Directions
Within the entries below, how many lines carry the word "Udostraße"? State the number and stop.

Source data
********

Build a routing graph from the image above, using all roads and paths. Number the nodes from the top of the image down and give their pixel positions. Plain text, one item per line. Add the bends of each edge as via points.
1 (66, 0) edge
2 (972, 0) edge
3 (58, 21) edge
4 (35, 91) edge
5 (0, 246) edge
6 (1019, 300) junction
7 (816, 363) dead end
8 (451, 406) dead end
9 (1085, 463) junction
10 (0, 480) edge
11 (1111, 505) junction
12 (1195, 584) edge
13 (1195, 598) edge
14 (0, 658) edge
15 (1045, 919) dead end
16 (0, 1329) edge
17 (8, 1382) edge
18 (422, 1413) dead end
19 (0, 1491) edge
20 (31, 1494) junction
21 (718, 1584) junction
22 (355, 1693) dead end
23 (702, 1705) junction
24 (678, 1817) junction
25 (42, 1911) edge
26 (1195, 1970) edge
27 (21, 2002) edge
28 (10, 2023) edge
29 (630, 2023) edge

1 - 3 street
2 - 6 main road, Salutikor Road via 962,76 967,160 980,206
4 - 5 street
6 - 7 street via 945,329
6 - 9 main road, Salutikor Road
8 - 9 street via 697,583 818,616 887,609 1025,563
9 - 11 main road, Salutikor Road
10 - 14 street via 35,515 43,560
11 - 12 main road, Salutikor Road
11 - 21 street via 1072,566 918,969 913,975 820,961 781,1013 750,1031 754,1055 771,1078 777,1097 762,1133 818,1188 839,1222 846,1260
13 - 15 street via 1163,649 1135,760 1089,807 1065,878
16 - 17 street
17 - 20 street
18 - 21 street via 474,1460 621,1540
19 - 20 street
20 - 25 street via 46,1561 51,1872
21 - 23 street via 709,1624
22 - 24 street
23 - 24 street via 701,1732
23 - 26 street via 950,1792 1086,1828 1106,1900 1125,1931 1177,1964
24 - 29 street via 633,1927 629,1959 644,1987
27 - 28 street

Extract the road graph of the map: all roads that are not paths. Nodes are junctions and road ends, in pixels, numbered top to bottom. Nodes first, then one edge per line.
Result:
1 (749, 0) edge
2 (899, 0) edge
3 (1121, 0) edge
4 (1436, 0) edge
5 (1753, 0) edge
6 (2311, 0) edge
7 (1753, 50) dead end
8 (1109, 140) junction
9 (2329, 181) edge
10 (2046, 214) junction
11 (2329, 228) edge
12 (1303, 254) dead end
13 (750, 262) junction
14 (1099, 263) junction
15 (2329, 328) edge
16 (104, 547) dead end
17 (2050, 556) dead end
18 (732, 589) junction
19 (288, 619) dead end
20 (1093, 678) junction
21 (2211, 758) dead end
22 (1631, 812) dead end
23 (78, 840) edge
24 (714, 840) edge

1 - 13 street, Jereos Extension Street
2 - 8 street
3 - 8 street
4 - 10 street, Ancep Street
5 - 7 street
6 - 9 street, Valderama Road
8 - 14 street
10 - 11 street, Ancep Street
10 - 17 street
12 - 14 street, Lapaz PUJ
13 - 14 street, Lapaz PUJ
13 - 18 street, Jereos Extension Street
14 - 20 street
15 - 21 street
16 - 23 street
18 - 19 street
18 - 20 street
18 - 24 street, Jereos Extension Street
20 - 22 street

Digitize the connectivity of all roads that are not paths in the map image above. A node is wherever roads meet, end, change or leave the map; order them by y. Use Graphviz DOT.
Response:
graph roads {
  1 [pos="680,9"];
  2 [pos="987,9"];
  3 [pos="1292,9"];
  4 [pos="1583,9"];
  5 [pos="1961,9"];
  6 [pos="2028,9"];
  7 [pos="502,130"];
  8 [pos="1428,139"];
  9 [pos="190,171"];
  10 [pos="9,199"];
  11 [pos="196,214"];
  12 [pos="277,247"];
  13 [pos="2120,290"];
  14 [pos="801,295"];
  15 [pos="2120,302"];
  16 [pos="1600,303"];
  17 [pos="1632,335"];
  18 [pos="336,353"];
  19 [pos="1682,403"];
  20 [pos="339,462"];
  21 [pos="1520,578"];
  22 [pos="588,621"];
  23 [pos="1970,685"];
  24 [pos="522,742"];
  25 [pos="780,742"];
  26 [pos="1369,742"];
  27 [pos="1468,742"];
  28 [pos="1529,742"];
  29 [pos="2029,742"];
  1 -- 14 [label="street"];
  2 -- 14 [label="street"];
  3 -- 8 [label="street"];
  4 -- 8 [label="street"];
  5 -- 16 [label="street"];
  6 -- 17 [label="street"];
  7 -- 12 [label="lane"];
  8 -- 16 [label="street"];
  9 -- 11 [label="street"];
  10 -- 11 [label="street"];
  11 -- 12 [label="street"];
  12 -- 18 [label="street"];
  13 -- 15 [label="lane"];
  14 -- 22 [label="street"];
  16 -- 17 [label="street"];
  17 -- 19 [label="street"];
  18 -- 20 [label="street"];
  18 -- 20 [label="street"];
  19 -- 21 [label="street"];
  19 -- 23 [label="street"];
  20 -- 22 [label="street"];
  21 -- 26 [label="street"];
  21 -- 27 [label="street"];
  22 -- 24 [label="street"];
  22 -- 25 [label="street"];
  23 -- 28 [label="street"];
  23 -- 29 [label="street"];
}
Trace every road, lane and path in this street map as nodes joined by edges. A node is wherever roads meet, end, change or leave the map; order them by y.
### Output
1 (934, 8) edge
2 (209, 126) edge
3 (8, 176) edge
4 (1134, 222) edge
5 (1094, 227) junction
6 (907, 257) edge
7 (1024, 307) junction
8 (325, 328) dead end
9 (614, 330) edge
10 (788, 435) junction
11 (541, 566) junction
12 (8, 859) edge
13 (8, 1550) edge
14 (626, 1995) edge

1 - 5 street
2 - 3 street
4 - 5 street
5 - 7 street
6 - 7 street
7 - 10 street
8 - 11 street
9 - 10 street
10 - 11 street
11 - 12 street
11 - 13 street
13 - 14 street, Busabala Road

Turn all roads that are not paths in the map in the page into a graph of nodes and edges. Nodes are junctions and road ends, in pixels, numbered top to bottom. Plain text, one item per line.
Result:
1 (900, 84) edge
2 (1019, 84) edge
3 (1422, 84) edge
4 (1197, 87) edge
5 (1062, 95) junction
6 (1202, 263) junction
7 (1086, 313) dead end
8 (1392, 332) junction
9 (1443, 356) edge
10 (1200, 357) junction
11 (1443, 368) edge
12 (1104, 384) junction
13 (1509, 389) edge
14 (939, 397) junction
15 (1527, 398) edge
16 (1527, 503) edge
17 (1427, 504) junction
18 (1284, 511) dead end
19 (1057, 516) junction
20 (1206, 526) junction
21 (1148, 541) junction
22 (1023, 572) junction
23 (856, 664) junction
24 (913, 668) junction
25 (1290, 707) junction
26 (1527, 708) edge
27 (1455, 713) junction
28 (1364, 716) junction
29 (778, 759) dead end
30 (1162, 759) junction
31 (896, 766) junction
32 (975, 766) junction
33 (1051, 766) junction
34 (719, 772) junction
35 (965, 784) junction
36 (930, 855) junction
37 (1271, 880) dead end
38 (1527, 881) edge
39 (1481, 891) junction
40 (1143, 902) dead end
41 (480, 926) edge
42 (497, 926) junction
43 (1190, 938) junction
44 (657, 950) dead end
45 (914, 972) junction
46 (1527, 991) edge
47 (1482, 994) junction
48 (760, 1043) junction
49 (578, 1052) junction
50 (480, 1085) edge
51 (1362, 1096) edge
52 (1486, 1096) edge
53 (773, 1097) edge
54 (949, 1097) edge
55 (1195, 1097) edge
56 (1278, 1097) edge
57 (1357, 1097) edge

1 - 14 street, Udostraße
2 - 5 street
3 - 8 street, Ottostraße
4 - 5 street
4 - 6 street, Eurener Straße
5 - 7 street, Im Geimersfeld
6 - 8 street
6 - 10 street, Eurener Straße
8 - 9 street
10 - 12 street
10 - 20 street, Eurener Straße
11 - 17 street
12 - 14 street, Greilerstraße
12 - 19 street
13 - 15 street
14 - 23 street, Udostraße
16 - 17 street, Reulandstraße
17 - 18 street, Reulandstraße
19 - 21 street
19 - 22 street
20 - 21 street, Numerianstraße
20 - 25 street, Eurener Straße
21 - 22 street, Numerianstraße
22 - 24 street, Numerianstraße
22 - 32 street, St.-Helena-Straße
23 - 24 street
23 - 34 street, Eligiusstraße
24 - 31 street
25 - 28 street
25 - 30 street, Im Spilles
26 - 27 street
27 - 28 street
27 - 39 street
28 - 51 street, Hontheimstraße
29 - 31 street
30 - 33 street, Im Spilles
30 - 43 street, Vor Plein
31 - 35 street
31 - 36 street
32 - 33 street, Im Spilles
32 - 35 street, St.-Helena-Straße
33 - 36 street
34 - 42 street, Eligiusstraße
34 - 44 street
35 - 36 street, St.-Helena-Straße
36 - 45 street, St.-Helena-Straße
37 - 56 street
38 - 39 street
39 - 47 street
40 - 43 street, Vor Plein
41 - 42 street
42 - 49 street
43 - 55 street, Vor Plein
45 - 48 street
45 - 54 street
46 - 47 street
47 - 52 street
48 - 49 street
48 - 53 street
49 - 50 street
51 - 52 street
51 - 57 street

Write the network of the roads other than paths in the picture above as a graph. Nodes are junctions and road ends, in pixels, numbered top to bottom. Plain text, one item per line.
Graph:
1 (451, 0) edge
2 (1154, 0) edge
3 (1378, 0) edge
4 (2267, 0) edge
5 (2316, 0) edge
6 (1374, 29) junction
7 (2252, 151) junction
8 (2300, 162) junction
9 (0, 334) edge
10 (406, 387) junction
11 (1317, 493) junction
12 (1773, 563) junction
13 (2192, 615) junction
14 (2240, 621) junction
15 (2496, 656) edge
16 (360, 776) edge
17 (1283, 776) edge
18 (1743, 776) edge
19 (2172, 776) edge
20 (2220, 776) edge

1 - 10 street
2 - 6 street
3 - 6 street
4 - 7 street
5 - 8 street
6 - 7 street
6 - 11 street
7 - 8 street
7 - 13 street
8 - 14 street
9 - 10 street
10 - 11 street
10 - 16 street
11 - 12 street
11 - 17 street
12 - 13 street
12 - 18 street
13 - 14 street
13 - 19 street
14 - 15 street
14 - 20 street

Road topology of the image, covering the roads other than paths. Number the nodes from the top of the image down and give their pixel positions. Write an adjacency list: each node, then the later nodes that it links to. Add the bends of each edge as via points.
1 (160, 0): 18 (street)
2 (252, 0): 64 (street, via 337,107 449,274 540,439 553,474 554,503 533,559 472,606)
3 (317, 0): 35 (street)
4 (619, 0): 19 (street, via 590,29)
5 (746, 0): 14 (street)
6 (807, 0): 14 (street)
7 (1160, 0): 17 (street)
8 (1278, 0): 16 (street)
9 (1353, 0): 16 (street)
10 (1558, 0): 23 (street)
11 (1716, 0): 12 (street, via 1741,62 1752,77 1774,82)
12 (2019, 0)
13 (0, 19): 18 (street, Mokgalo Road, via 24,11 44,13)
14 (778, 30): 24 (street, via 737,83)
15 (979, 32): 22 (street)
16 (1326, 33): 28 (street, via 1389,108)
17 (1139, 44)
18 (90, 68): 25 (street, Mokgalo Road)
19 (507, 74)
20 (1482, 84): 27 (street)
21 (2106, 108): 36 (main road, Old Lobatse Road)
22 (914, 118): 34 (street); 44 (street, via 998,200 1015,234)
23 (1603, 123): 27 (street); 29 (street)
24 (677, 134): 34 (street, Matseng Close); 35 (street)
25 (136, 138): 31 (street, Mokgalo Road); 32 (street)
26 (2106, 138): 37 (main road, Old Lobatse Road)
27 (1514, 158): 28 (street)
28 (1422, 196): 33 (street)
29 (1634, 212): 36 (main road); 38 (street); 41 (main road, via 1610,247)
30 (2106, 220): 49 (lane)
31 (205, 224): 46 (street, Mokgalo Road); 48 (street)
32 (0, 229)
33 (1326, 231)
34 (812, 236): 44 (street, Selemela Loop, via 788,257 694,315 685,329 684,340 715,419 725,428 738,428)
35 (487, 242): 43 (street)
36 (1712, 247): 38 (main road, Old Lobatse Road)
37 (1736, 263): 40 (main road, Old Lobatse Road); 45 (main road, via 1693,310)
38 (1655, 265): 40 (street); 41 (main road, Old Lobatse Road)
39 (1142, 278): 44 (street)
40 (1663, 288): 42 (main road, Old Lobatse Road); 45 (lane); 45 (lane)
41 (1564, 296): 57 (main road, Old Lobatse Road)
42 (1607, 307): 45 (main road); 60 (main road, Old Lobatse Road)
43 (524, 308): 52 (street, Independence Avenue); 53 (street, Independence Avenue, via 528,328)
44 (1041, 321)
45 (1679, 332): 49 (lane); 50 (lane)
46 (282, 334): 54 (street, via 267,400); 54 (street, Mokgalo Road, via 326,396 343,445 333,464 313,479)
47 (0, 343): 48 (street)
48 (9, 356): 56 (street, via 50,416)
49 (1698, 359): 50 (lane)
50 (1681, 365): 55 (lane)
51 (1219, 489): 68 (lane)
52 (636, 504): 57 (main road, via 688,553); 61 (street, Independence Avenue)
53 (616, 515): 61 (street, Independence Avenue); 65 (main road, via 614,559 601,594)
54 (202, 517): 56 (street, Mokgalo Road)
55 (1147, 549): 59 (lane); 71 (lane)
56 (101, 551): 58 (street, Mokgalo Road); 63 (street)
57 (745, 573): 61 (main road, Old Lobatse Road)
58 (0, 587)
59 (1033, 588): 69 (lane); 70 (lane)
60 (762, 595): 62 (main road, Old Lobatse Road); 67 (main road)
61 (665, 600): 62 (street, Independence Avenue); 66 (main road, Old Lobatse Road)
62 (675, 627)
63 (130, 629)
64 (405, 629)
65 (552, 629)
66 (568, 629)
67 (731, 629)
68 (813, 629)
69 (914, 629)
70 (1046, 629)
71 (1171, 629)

********

Answer to the problem
2